Would you surely not buy bread in another way?

1 members found this post helpful.

I love slackware been using it for better part of 20 years. Want to go on. 15 is taking its time so using debian buster.

What you say, has noting to do with reality. It's just radicalism in a fantasy world.

In fact, Microsoft is just a Certificate Authority. One of them.

Because I seen computers with Ubuntu preinstalled, which have the Ubuntu certificate on motherboard.

And I heard that there are SUSE computers too.

With all respect, it has always been about the principles and who mandates control of the hardware.

Yes, we know it can be done, but the production and enrollment of keys for every kernel change is at best an inconvenience while at worst has potential for a bricked system.

Giving up the principle for expediency reminds me of the old quip.

Totally agree with the rest of the comments.

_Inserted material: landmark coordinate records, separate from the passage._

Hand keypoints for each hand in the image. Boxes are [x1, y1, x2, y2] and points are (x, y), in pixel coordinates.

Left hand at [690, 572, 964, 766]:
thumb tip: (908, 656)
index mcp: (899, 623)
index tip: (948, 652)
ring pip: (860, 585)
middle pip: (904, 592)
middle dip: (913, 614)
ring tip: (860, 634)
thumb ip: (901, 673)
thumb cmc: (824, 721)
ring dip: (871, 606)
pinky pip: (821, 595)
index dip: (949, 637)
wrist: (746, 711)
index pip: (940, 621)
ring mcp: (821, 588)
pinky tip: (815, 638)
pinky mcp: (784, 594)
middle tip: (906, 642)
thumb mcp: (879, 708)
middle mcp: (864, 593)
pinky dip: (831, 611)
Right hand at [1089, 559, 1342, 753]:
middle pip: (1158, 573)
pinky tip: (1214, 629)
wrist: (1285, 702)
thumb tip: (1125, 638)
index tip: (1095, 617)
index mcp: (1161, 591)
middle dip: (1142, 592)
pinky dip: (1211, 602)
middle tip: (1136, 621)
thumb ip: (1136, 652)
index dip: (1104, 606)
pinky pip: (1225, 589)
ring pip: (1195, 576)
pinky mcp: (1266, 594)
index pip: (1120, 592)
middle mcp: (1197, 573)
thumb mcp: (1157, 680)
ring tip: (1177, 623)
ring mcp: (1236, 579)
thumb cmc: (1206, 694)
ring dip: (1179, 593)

1 members found this post helpful.

So, you came with an article written 10 (ten) years ago regarding Secure Boot?

Man, many, many things changed on 10 years of computing...

Let me show how openSUSE does the things today, because I live on TODAY:

https://en.opensuse.org/openSUSE:UEFI
https://drivers.suse.com/doc/Usage/S...rtificate.html
https://doc.opensuse.org/documentati.../cha-uefi.html

Yeah, it's all about importing an openSUSE certificate (that $250 worth thing) then you will be happy the rest of your life with that openSUSE installation under Secure Boot.

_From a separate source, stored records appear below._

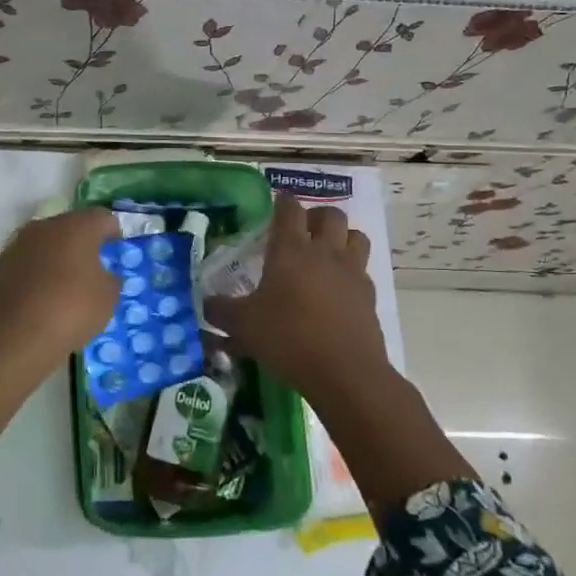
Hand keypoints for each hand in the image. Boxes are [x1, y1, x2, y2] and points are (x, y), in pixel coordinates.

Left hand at [0, 208, 120, 438]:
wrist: (13, 337)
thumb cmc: (71, 310)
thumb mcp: (107, 299)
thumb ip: (110, 281)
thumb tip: (103, 275)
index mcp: (76, 226)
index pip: (101, 218)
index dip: (112, 231)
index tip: (117, 246)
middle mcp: (45, 227)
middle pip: (70, 227)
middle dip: (83, 243)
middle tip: (94, 265)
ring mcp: (18, 245)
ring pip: (46, 245)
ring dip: (58, 258)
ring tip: (68, 284)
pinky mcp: (0, 267)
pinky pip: (28, 264)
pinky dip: (39, 275)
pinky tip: (44, 298)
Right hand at [207, 193, 473, 505]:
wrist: (345, 373)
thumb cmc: (287, 338)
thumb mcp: (242, 326)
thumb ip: (221, 311)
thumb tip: (207, 304)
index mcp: (291, 250)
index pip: (289, 209)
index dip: (282, 202)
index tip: (276, 204)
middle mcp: (325, 253)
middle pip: (331, 215)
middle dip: (316, 216)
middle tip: (301, 231)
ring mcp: (352, 274)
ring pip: (356, 237)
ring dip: (342, 238)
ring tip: (326, 254)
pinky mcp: (369, 298)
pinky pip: (362, 272)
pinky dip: (351, 273)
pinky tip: (337, 291)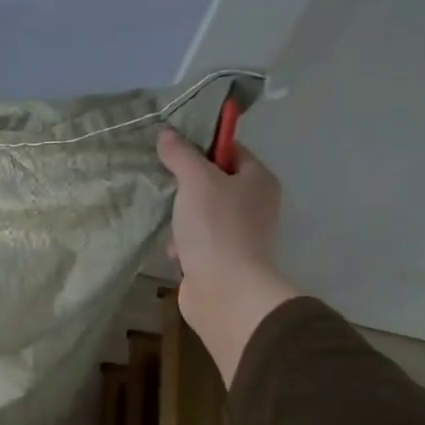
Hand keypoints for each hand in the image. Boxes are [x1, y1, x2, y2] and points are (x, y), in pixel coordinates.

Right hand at [157, 127, 298, 384]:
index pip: (231, 150)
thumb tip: (166, 133)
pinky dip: (182, 245)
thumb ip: (180, 154)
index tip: (173, 149)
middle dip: (185, 188)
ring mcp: (239, 234)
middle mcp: (254, 204)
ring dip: (180, 220)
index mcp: (259, 180)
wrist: (225, 291)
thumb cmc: (216, 227)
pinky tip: (176, 252)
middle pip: (212, 182)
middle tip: (166, 185)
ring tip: (172, 227)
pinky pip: (195, 242)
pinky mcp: (222, 259)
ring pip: (198, 213)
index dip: (203, 146)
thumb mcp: (196, 180)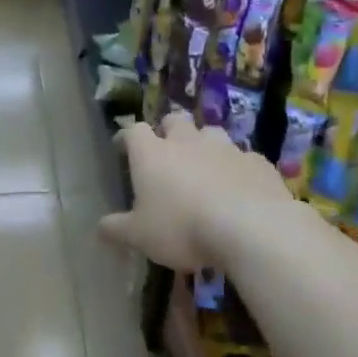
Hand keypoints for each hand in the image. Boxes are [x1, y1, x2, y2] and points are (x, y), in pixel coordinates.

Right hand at [100, 111, 295, 271]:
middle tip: (166, 151)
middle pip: (175, 120)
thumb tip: (99, 228)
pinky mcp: (258, 163)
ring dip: (205, 145)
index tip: (123, 148)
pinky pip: (243, 158)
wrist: (251, 229)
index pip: (134, 131)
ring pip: (211, 133)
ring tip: (204, 167)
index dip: (127, 137)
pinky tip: (239, 187)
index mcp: (152, 155)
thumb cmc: (182, 228)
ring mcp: (226, 149)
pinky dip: (236, 168)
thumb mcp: (139, 236)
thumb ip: (116, 229)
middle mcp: (187, 142)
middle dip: (168, 130)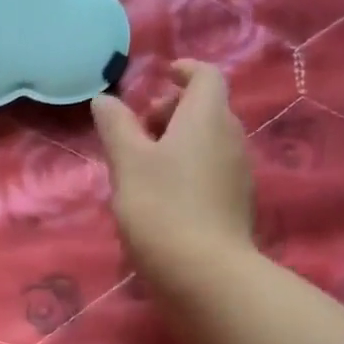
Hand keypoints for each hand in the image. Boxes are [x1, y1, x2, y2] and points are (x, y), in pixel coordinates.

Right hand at [91, 60, 255, 281]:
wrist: (203, 272)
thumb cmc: (160, 207)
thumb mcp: (127, 163)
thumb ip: (115, 126)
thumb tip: (105, 99)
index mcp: (207, 118)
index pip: (206, 76)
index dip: (184, 71)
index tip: (160, 77)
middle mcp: (231, 138)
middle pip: (207, 108)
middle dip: (172, 110)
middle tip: (138, 130)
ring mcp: (238, 172)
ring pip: (209, 140)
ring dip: (178, 141)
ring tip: (143, 166)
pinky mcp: (235, 203)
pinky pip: (212, 169)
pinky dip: (188, 167)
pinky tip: (162, 195)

I testify you that what's really happens, because I did this certificate import also myself, as openSUSE user.

I for one, I used with no issue also Ubuntu under Secure Boot. Also it needs importing a certificate and that's all.

In fact, I do not believe that any major Linux distribution (excluding Slackware) has issues with Secure Boot on the year 2021 after Christ.

I believe that IF the Slackware refuses today to support Secure Boot, this will have exclusively a commercial effect: shunning away a certain part of its potential customers, which have plenty of alternatives anyway.

Hence, the question: we want the people to use Slackware, or NOT?